With a laugh, he remembers one day when he was caught in a heavy downpour in Tuas.

"I was overladen with files and materials and I had to walk for two miles (about 3km) in the heavy downpour before I could find a cab. But I told myself I had to persevere," says the entrepreneur, who made do with just three hours of sleep each night and did not draw a salary for the first few months.

The turning point came when clients - happy with his work - referred more business to him.

Six months after he set up Louken, he was hired as a consultant by Mr George Quek.

"He had only one outlet in Bugis Junction and his office was in an HDB block in Hougang," says Mr Lim. "But he told me, I want you to help me make the brand international."

The rest is history. Today, BreadTalk has more than 30 outlets in Singapore and franchises in many countries, including Indonesia, Malaysia, China and India.

"I travelled a lot with him.
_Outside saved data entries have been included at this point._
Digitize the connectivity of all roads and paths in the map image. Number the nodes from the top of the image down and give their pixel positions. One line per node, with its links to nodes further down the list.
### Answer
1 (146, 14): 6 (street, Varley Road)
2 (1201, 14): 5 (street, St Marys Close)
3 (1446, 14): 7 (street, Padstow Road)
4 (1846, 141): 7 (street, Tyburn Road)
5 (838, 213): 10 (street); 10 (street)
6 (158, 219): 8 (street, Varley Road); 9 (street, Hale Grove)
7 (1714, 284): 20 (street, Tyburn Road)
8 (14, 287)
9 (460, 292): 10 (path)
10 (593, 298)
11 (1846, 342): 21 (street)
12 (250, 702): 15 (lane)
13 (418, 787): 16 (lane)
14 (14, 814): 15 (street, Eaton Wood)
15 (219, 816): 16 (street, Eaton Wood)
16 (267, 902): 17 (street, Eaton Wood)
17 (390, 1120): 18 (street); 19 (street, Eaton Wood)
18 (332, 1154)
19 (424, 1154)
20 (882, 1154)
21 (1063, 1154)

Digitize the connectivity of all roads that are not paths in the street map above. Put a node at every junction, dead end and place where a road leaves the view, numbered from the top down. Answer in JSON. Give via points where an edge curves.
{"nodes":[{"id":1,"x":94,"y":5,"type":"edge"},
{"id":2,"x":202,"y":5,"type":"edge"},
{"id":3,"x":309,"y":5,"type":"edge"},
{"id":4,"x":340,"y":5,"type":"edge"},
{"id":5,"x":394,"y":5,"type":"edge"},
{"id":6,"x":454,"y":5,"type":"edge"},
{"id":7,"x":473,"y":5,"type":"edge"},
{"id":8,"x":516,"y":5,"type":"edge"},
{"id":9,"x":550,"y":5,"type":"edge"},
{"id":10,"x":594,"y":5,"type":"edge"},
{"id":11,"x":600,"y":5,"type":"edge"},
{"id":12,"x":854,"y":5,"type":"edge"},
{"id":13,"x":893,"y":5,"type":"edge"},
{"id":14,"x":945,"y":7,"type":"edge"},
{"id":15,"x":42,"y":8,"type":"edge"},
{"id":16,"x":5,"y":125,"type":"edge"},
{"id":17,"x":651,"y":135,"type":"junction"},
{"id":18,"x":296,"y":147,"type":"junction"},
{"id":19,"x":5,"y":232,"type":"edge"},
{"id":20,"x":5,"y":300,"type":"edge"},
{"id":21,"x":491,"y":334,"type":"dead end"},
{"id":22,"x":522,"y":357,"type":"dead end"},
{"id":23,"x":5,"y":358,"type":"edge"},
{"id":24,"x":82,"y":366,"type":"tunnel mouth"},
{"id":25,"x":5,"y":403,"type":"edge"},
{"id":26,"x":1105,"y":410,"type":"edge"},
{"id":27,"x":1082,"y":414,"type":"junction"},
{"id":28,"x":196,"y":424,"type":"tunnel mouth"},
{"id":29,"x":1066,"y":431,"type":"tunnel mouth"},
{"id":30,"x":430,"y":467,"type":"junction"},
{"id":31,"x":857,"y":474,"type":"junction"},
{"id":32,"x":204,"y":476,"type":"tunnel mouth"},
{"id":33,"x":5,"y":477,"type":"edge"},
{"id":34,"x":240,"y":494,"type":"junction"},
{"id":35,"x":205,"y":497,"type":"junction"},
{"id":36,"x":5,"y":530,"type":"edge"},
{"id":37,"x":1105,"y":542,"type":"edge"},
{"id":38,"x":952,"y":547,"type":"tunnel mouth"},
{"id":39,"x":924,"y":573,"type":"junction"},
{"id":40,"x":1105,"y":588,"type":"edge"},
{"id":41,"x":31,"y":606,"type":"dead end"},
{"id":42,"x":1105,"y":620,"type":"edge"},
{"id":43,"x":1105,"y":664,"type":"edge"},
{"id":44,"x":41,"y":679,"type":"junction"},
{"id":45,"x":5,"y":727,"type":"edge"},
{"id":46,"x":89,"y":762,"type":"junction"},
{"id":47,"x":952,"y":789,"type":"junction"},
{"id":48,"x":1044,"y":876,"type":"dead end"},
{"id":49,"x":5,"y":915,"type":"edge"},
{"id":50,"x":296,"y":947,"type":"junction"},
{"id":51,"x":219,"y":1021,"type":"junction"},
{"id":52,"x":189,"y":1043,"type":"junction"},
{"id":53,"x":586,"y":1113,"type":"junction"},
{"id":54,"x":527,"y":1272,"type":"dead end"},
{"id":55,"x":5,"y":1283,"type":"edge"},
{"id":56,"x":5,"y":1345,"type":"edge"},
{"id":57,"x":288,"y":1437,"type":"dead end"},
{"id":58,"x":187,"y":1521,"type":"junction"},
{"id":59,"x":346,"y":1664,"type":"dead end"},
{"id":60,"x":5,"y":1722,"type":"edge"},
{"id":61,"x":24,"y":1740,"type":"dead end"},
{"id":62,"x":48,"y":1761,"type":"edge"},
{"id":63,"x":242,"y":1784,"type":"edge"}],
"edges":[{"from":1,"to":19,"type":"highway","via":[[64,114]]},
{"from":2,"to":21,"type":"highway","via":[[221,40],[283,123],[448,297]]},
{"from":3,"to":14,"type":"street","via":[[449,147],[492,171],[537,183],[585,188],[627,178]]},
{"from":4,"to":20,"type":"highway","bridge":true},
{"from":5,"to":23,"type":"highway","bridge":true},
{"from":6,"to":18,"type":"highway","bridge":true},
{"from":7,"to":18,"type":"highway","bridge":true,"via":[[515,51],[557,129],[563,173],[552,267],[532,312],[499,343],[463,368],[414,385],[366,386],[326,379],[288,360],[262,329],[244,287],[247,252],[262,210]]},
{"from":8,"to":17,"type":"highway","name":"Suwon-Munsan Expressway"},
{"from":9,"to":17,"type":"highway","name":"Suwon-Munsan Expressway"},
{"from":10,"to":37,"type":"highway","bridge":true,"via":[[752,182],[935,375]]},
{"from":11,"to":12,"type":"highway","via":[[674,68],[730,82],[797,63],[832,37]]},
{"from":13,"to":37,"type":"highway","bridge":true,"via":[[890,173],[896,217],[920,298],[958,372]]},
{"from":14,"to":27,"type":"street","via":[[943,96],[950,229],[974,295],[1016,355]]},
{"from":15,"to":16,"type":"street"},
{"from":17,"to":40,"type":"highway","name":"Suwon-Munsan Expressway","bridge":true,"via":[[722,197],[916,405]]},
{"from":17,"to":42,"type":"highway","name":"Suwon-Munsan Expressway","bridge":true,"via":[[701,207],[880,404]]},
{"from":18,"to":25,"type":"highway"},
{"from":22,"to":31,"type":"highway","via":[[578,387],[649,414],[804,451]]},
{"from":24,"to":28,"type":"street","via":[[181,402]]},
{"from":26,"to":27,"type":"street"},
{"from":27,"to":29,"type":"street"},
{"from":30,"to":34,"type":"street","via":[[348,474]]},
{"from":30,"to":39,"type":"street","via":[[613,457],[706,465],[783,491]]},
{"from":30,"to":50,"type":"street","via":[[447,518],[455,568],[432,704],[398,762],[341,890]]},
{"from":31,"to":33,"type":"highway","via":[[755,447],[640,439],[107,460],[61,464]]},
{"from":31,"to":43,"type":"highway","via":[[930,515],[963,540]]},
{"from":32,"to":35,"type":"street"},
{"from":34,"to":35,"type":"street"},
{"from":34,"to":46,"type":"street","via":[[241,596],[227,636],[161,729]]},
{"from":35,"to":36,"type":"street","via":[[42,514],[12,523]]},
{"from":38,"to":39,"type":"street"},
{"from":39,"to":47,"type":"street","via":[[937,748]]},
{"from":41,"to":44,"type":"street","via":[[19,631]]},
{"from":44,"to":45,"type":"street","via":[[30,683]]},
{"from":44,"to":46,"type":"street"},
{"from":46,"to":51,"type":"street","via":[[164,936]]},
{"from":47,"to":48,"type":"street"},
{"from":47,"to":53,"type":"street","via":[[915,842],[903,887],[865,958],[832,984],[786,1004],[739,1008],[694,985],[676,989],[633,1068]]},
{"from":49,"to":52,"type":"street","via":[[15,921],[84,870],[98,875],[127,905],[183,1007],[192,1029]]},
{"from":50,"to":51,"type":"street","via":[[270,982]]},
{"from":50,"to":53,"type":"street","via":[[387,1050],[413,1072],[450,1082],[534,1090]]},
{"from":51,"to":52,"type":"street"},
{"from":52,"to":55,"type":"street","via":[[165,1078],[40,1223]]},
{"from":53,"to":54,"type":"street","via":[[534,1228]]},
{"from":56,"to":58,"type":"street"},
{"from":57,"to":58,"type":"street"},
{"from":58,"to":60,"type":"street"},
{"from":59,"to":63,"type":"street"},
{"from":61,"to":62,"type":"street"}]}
He expanded very fast. I was in his office almost every other day, working out where to plant the brand, doing strategic mapping, and creating brand and franchising systems which could be replicable," he says.

With a grin, he lets on that he finally summoned the courage to ask Mr Quek why he picked him as his branding consultant during one of their trips abroad.

"He told me that when he was young, many senior businessmen gave him opportunities. He said he also liked my foresight," says Mr Lim, who authored Secrets Of The Little Red Cow, a book on branding for small and medium-sized enterprises, a few years ago.

Like BreadTalk, Louken has taken off in a big way.

From one employee and one company when it started, it now has eight companies employing nearly 90 people. The number of clients jumped from five in his first year to more than 1,000 spanning 15 countries now. They include brands such as catering group Neo Garden, electronics distributor Serial System and cosmetic company Skin Inc.

The group offers a full suite of branding services, from brand growth to strategy and training research. Besides several offices overseas, it also has an academy conducting training workshops for chief executives of small and medium-sized enterprises.

If the string of accolades the group has picked up is any indication - Louken picked up awards by Marketing Magazine for top agency and top brand consultancy for several years - Mr Lim is not doing too shabby a job as corporate leader.

He has initiated a strong corporate social responsibility programme in Louken.

Over the years, the group has contributed to charities including World Vision, Salvation Army and The New Charis Mission, a halfway home for drug addicts.

Last year, it built an orphanage in Chiangmai in Thailand, which is named after his paternal grandmother Tan Siok Tin.

"I learnt a lot from her. She adopted four children, and what she got with her left hand, she would give out with her right, which explained why she was almost always penniless," says Mr Lim, who is married to a former university professor. The couple have three daughters aged between one and six years old.

Because of his initiatives, non-profit organisation Junior Chamber International named him one of its 10 Outstanding Young Persons last year.

Not surprisingly, Louken's success has led bigger international agencies to come a-calling. Despite a "very tempting" offer a couple of years ago, Mr Lim decided not to sell his group as it was his mission to help turn Asian brands into world market leaders.

"Maybe it's a lofty ideal," he says. "But when you help a company brand itself well, it will enjoy many economic benefits."